Technical Report: https://docs.google.com/document/d/1nk80TvS5j5q32CJvPeGHV4zRxIf5GFRlkQCGhhD-U7w/edit?usp=sharing
- Step 1: Clone this repo
- Step 2: Download checkpoint from https://drive.google.com/file/d/1OZ8REeoKk-Kv_OZ1QhOVzDNiXjYrWupN/view?usp=drive_link, and put it in the VHAC_ASR folder and unzip checkpoint
- Step 3: Put the private dataset in
dataset/raw_data
folder - Step 4: Pull docker image from docker hub
docker pull duybktiengiang1603/vhac_asr:latest
- Step 5: Run docker container and mount the folder to docker container
docker run --gpus all -v $PWD/VHAC_ASR:/src/ --name vhac --rm -dt duybktiengiang1603/vhac_asr:latest
- Step 6: Run to open terminal in docker container
docker exec -it vhac /bin/bash
- Step 7: Activate conda
conda activate duyla_seqmodel && cd /src/
- Step 8: Run bash script to execute inference code.
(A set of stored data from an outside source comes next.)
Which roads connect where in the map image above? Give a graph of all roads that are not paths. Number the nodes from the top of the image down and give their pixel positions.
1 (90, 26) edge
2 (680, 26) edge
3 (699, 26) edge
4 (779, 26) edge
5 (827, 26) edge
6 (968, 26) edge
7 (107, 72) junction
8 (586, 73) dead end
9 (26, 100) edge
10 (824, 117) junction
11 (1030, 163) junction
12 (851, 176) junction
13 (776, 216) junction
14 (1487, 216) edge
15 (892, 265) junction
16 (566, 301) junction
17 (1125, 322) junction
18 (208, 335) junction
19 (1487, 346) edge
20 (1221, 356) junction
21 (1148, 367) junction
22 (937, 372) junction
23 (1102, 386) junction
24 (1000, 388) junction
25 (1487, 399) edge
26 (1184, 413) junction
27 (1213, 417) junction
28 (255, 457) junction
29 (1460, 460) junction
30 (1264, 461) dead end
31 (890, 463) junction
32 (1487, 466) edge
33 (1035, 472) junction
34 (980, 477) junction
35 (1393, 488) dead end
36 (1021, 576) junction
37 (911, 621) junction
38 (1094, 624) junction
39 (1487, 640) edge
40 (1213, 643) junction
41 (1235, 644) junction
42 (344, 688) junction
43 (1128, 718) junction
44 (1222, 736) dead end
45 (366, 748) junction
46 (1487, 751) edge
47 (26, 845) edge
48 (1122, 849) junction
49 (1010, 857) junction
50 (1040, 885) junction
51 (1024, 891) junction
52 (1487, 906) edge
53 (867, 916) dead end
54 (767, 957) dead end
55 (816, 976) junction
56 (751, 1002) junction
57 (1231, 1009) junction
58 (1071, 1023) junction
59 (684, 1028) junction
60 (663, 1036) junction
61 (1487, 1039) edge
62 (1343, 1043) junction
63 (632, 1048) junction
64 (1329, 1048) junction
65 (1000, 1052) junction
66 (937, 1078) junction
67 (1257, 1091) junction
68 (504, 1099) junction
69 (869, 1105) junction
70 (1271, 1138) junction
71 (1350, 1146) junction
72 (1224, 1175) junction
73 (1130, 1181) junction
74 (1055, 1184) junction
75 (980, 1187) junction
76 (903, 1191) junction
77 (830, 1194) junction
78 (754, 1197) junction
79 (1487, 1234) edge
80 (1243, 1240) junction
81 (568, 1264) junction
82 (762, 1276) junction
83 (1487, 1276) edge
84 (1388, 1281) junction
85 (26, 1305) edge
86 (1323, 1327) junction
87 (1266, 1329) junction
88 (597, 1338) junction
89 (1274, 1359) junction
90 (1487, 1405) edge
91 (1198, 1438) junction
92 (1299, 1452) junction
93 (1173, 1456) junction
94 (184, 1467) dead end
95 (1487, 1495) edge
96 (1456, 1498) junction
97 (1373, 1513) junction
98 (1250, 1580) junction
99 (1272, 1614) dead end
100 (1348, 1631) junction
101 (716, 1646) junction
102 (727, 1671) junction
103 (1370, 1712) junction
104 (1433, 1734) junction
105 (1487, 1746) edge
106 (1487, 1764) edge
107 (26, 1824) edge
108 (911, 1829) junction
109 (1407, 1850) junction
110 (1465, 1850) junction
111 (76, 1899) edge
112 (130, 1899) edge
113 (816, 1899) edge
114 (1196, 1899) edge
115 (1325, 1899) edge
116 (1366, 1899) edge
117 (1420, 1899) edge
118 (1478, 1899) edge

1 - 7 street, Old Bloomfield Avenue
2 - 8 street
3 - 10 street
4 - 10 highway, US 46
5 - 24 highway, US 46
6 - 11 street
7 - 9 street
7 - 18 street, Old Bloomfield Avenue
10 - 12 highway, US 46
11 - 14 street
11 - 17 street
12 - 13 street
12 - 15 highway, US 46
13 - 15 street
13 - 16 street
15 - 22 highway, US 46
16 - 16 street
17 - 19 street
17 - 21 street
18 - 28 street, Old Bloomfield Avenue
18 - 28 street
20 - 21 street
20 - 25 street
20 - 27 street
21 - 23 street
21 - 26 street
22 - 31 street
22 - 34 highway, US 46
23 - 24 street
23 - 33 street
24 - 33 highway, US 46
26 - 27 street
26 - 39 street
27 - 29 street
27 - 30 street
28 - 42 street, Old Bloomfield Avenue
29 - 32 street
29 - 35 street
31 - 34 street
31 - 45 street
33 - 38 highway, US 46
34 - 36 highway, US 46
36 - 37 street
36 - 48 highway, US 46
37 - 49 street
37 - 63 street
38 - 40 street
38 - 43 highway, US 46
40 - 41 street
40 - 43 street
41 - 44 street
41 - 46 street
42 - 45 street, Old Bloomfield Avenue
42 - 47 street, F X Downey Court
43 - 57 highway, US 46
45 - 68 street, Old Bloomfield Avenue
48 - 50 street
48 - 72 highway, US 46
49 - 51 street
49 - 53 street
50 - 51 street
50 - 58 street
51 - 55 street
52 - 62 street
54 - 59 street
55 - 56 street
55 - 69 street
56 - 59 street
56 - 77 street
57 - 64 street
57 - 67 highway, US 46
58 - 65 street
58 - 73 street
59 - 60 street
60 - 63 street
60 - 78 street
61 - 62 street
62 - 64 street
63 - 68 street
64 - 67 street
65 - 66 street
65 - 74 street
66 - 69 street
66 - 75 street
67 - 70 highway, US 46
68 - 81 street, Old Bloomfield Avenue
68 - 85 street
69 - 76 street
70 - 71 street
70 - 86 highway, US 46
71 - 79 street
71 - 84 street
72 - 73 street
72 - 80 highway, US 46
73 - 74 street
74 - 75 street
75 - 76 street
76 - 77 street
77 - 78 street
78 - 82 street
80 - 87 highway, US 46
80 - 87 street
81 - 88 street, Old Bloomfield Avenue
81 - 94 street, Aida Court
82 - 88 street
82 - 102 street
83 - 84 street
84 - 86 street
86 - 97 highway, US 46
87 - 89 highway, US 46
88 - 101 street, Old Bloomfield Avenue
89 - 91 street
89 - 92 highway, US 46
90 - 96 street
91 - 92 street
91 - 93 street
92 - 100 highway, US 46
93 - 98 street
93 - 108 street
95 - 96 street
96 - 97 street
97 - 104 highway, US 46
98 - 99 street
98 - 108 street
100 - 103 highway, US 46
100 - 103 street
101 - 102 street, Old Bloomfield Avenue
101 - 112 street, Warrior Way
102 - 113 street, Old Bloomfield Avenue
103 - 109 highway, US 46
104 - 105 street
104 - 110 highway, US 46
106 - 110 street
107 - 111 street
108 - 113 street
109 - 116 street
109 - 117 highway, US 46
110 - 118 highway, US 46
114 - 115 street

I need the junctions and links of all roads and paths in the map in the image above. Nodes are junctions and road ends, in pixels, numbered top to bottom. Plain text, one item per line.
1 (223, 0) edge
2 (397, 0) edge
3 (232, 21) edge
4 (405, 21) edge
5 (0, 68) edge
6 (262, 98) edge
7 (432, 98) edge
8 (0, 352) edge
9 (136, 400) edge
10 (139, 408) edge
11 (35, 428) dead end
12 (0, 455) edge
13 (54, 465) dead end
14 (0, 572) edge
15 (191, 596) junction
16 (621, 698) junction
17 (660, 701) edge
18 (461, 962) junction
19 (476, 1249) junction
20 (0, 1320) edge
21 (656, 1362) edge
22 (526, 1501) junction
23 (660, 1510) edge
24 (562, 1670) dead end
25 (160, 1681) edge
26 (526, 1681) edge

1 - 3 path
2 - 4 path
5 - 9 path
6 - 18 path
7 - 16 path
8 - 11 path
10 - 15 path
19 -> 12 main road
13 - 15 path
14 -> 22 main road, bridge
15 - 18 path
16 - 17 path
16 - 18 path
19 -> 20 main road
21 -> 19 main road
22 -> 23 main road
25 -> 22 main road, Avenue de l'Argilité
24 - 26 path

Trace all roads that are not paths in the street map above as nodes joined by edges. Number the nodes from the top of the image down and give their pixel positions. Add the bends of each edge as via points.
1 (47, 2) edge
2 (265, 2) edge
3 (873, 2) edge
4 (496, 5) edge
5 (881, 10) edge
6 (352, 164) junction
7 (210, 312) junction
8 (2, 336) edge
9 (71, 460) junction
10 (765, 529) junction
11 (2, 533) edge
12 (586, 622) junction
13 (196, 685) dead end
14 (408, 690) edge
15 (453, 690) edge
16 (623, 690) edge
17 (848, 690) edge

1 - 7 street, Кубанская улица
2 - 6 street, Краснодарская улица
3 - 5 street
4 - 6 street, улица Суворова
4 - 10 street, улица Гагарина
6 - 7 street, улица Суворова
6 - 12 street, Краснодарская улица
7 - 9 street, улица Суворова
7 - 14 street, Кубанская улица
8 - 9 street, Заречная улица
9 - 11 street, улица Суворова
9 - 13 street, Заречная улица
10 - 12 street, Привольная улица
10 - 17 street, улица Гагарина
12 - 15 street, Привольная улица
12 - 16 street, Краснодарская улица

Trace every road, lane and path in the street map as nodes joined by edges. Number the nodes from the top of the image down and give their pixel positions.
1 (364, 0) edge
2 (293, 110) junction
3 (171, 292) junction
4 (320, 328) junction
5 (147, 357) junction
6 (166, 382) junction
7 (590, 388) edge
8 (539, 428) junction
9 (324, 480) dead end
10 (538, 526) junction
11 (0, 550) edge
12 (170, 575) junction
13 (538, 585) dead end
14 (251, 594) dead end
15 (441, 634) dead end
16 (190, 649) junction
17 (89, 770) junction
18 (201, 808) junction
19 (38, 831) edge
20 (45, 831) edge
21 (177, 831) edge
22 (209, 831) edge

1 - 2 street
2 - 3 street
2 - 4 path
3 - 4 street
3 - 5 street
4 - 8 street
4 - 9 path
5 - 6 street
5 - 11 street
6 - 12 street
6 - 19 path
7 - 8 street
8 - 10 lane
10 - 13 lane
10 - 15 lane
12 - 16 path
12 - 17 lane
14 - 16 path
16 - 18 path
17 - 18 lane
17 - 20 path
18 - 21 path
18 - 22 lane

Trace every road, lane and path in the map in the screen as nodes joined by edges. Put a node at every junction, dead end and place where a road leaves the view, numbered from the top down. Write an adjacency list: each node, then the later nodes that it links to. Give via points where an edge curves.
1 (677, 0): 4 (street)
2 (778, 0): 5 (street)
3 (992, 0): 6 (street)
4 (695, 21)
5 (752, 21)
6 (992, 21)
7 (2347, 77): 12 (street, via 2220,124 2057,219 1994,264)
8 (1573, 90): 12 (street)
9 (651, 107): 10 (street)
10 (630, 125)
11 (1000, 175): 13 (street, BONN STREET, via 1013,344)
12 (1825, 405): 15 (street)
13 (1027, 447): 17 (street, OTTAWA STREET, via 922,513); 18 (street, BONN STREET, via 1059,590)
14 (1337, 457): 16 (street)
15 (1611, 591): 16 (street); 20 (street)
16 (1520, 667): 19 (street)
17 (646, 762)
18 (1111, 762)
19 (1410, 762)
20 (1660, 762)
Here we use 4 models for inference
bash scripts/inference/cuda/branchformer_30h.sh
bash scripts/inference/cuda/conformer_30h.sh
bash scripts/inference/cuda/large_branchformer_30h100h.sh
bash scripts/inference/cuda/large_conformer_30h100h.sh
- Step 9: Perform ensemble on 4 model results
cd ensemble/
python combine_result.py
The final result is in ensemble/combine_result
- Step 1: Clone this repo
- Step 2: Put dataset1.zip and dataset2.zip dataset in
dataset/raw_data
and unzip. - Step 3: Pull docker image from docker hub
docker pull duybktiengiang1603/vhac_asr:latest
Our proposed method also use kenlm as a statistical language model which is training on label data of 30h and 100h dataset for postprocess the result of pseudo labels. We use the kenlm score to select between the prediction of model or the given labels of 100h dataset. Here is the training step.
- Step 3.5:
cd LM && bash install.sh && bash train.sh
- Step 4: Run docker container and mount the folder to docker container
docker run --gpus all -v $PWD/VHAC_ASR:/src/ --name vhac --rm -dt duybktiengiang1603/vhac_asr:latest
- Step 5: Run to open terminal in docker container
docker exec -it vhac /bin/bash
- Step 6: Activate conda
conda activate duyla_seqmodel && cd /src/
Below is step-by-step guide to perform our proposed method
First, build label for training30h dataset
- Step 1:
bash scripts/data_processing/create_30h_label.sh
Build tokenizer
- Step 2:
bash scripts/tokenizer/build_tokenizer_1k.sh
Start training model Conformer on 30h dataset
- Step 3:
bash scripts/training/conformer_30h.sh
Training model Branchformer on 30h dataset
- Step 4:
bash scripts/training/branchformer_30h.sh
Next, use Conformer on 30h dataset model to create pseudo label on 100h dataset
- Step 5:
bash scripts/pseudo_label_generate/build_pseudo_v1.sh
Next, postprocess pseudo labels
- Step 6:
bash scripts/data_processing/process_pseudo_label_v1.sh
Combine pseudo label with 30h dataset label
- Step 7:
bash scripts/data_processing/create_100h30h_label_v1.sh
Start training third model - Conformer on 30h_100h dataset
- Step 8:
bash scripts/training/large_conformer_30h100h.sh
Build another tokenizer with 2K token
- Step 9:
bash scripts/tokenizer/build_tokenizer_2k.sh
Use Conformer on 30h_100h dataset model to generate more pseudo label
- Step 10:
bash scripts/pseudo_label_generate/build_pseudo_v2.sh
Next, postprocess pseudo labels
- Step 11:
bash scripts/data_processing/process_pseudo_label_v2.sh
Combine pseudo label with 30h dataset label
- Step 12:
bash scripts/data_processing/create_100h30h_label_v2.sh
Start training large version of branchformer model
- Step 13:
bash scripts/training/large_branchformer_30h100h.sh